> **Exercise**: Would you please give every entry again exactly, without the pictures?
+++ Data records
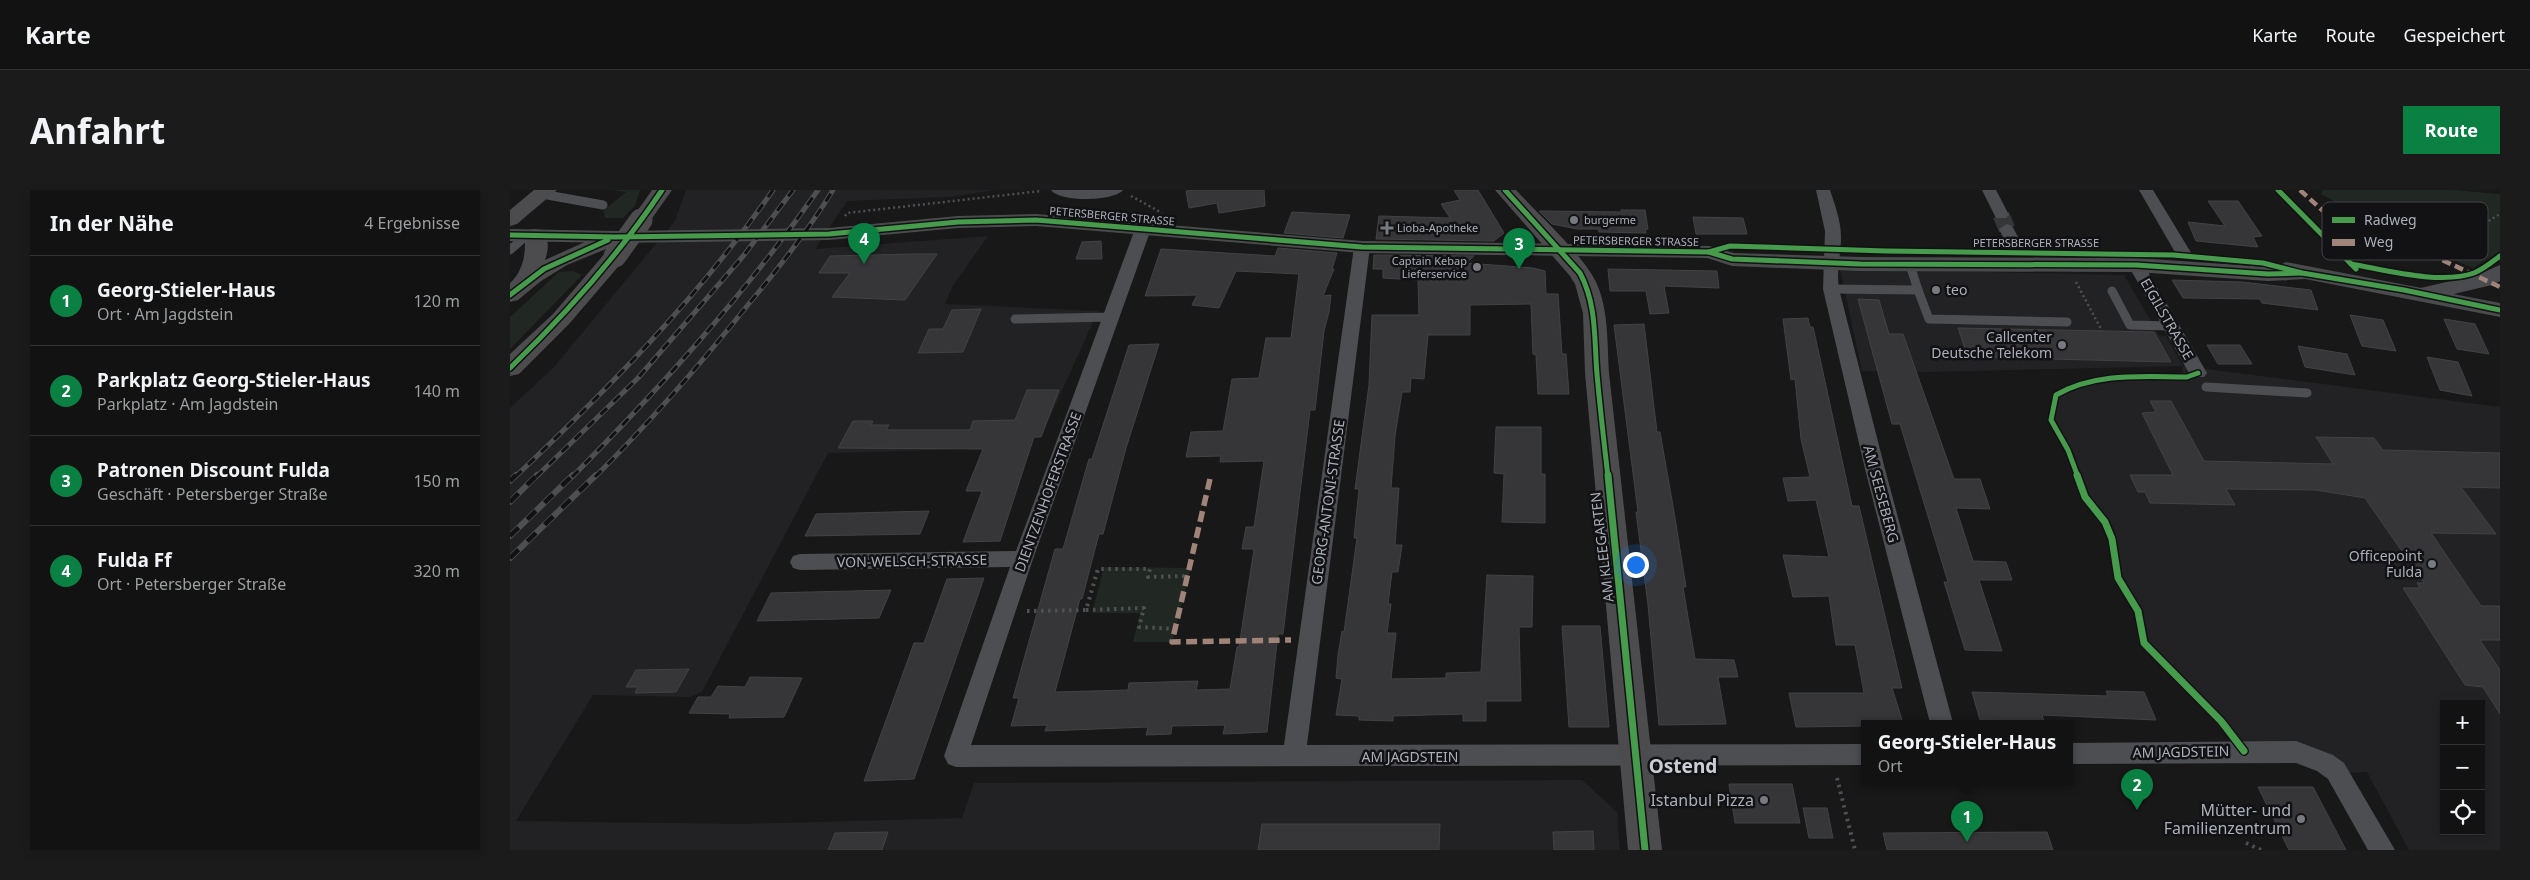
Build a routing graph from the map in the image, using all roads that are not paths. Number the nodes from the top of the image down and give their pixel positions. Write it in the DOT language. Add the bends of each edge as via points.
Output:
graph roads {
  1 [pos="662,190"];
  2 [pos="1058,190"];
  3 [pos="1505,190"];
  4 [pos="1823,190"];
  5 [pos="1989,190"];
  6 [pos="2146,190"];
  7 [pos="545,192"];
  8 [pos="1123,192"];
  9 [pos="603,206"];
  10 [pos="1143,229"];
  11 [pos="517,235"];
  12 [pos="615,247"];
  13 [pos="1362,247"];
  14 [pos="1561,250"];
  15 [pos="2019,253"];
  16 [pos="1830,255"];
  17 [pos="2185,256"];
  18 [pos="1910,265"];
  19 [pos="2136,265"];
  20 [pos="2500,272"];
  21 [pos="2302,273"];
  22 [pos="517,288"];
  23 [pos="1831,289"];
  24 [pos="1918,290"];
  25 [pos="2112,291"];
  26 [pos="2424,294"];
  27 [pos="2500,310"];
  28 [pos="1112,317"];
  29 [pos="1015,319"];
  30 [pos="2067,322"];
  31 [pos="2171,326"];
  32 [pos="510,368"];
  33 [pos="2202,380"];
  34 [pos="2308,393"];
  35 [pos="1023,559"];
  36 [pos="800,562"];
  37 [pos="1941,720"];
  38 [pos="2073,754"];
  39 [pos="1861,755"];
  40 [pos="956,756"];
  41 [pos="1635,756"];
  42 [pos="1294,757"];
  43 [pos="1644,850"];
  44 [pos="2382,850"];
  1 -- 12 [label="street, bridge" via="642,220"];
  2 -- 8 [label="street" via="1080,195"];
  3 -- 14 [label="street, AM KLEEGARTEN"];
  4 -- 16 [label="street, AM SEESEBERG" via="1831,219"];
  5 -- 15 [label="street"];
  6 -- 17 [label="street"];
  7 -- 9 [label="lane"];
  7 -- 11 [label="street"];
  10 -- 12 [label="main road, PETERSBERGER STRASSE" via="1002,220"];
  10 -- 13 [label="main road, PETERSBERGER STRASSE"];
  10 -- 28 [label="street, DIENTZENHOFERSTRASSE"];
  11 -- 12 [label="main road, PETERSBERGER STRASSE"];
  11 -- 22 [label="street" via="538,250"];
  12 -- 22 [label="street" via="564,257"];
  12 -- 32 [label="street" via="561,319"];
  13 -- 14 [label="main road, PETERSBERGER STRASSE"];
  13 -- 42 [label="street, GEORG-ANTONI-STRASSE"];
  14 -- 16 [label="main road, PETERSBERGER STRASSE" via="1709,252 1732,259"];
  14 -- 41 [label="street, AM KLEEGARTEN" via="1584,279 1594,313 1597,373"];
  15 -- 16 [label="main road, PETERSBERGER STRASSE"];
  15 -- 17 [label="main road, PETERSBERGER STRASSE"];
  16 -- 18 [label="main road, PETERSBERGER STRASSE"];
  16 -- 23 [label="street, AM SEESEBERG"];
  17 -- 21 [label="main road, PETERSBERGER STRASSE" via="2263,263"];
  18 -- 19 [label="main road, PETERSBERGER STRASSE"];
  18 -- 24 [label="lane"];
  19 -- 21 [label="main road, PETERSBERGER STRASSE" via="2268,274"];
  19 -- 31 [label="street, EIGILSTRASSE"];
  20 -- 26 [label="highway" via="2484,280"];
  21 -- 26 [label="main road, PETERSBERGER STRASSE"];
  23 -- 24 [label="lane"];
  23 -- 37 [label="street, AM SEESEBERG"];
  24 -- 30 [label="lane" via="1929,319"];
  25 -- 31 [label="lane" via="2130,325"];
  26 -- 27 [label="main road, PETERSBERGER STRASSE"];
  28 -- 29 [label="lane"];
  28 -- 35 [label="street, DIENTZENHOFERSTRASSE"];
  31 -- 33 [label="street, EIGILSTRASSE"];
  33 -- 34 [label="lane"];
  35 -- 36 [label="street, VON-WELSCH-STRASSE"];
  35 -- 40 [label="street, DIENTZENHOFERSTRASSE"];
  38 -- 44 [label="street, AM JAGDSTEIN" via="2296,752 2325,763 2343,780"];
  39 -- 41 [label="street, AM JAGDSTEIN"];
  40 -- 42 [label="street, AM JAGDSTEIN"];
  41 -- 42 [label="street, AM JAGDSTEIN"];
  41 -- 43 [label="street, AM KLEEGARTEN"];
}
++++++
> **Finished task**:
Build a routing graph from the map in the image, using all roads that are not paths. Number the nodes from the top of the image down and give their pixel positions. Write it in the DOT language. Add the bends of each edge as via points.
Output:
graph roads {
  1 [pos="662,190"];
  2 [pos="1058,190"];
  3 [pos="1505,190"];
  4 [pos="1823,190"];
  5 [pos="1989,190"];
  6 [pos="2146,190"];
  7 [pos="545,192"];
  8 [pos="1123,192"];
  9 [pos="603,206"];
  10 [pos="1143,229"];
  11 [pos="517,235"];
  12 [pos="615,247"];
  13 [pos="1362,247"];
  14 [pos="1561,250"];
  15 [pos="2019,253"];
  16 [pos="1830,255"];
  17 [pos="2185,256"];
  18 [pos="1910,265"];
  19 [pos="2136,265"];
  20 [pos="2500,272"];
  21 [pos="2302,273"];
  22 [pos="517,288"];
  23 [pos="1831,289"];
  24 [pos="1918,290"];
  25 [pos="2112,291"];
  26 [pos="2424,294"];
  27 [pos="2500,310"];
  28 [pos="1112,317"];
  29 [pos="1015,319"];
  30 [pos="2067,322"];
  31 [pos="2171,326"];
  32 [pos="510,368"];
  33 [pos="2202,380"];
  34 [pos="2308,393"];
  35 [pos="1023,559"];
  36 [pos="800,562"];
  37 [pos="1941,720"];
  38 [pos="2073,754"];
  39 [pos="1861,755"];
  40 [pos="956,756"];
  41 [pos="1635,756"];
  42 [pos="1294,757"];
  43 [pos="1644,850"];
  44 [pos="2382,850"];
  1 -- 12 [label="street, bridge" via="642,220"];
  2 -- 8 [label="street" via="1080,195"];
  3 -- 14 [label="street, AM KLEEGARTEN"];
  4 -- 16 [label="street, AM SEESEBERG" via="1831,219"];
  5 -- 15 [label="street"];
  6 -- 17 [label="street"];
  7 -- 9 [label="lane"];
  7 -- 11 [label="street"];
  10 -- 12 [label="main road, PETERSBERGER STRASSE" via="1002,220"];
  10 -- 13 [label="main road, PETERSBERGER STRASSE"];
  10 -- 28 [label="street, DIENTZENHOFERSTRASSE"];
  11 -- 12 [label="main road, PETERSBERGER STRASSE"];
  11 -- 22 [label="street" via="538,250"];
  12 -- 22 [label="street" via="564,257"];
  12 -- 32 [label="street" via="561,319"];
  13 -- 14 [label="main road, PETERSBERGER STRASSE"];
  13 -- 42 [label="street, GEORG-ANTONI-STRASSE"];
  14 -- 16 [label="main road, PETERSBERGER STRASSE" via="1709,252 1732,259"];
  14 -- 41 [label="street, AM KLEEGARTEN" via="1584,279 1594,313 1597,373"];
  15 -- 16 [label="main road, PETERSBERGER STRASSE"];
  15 -- 17 [label="main road, PETERSBERGER STRASSE"];
  16 -- 18 [label="main road, PETERSBERGER STRASSE"];
  16 -- 23 [label="street, AM SEESEBERG"];
  17 -- 21 [label="main road, PETERSBERGER STRASSE" via="2263,263"];
  18 -- 19 [label="main road, PETERSBERGER STRASSE"];
  18 -- 24 [label="lane"];
  19 -- 21 [label="main road, PETERSBERGER STRASSE" via="2268,274"];
  19 -- 31 [label="street, EIGILSTRASSE"];
  20 -- 26 [label="highway" via="2484,280"];
  21 -- 26 [label="main road, PETERSBERGER STRASSE"];
  23 -- 24 [label="lane"];
  23 -- 37 [label="street, AM SEESEBERG"];
  24 -- 30 [label="lane" via="1929,319"];
  25 -- 31 [label="lane" via="2130,325"];
  26 -- 27 [label="main road, PETERSBERGER STRASSE"];
  28 -- 29 [label="lane"];
  28 -- 35 [label="street, DIENTZENHOFERSTRASSE"];
  31 -- 33 [label="street, EIGILSTRASSE"];
  33 -- 34 [label="lane"];
  35 -- 36 [label="street, VON-WELSCH-STRASSE"];
  35 -- 40 [label="street, DIENTZENHOFERSTRASSE"];
  38 -- 44 [label="street, AM JAGDSTEIN" via="2296,752 2325,763 2343,780"];
  39 -- 41 [label="street, AM JAGDSTEIN"];
  40 -- 42 [label="street, AM JAGDSTEIN"];
  41 -- 42 [label="street, AM JAGDSTEIN"];
  41 -- 43 [label="street, AM KLEEGARTEN"];
}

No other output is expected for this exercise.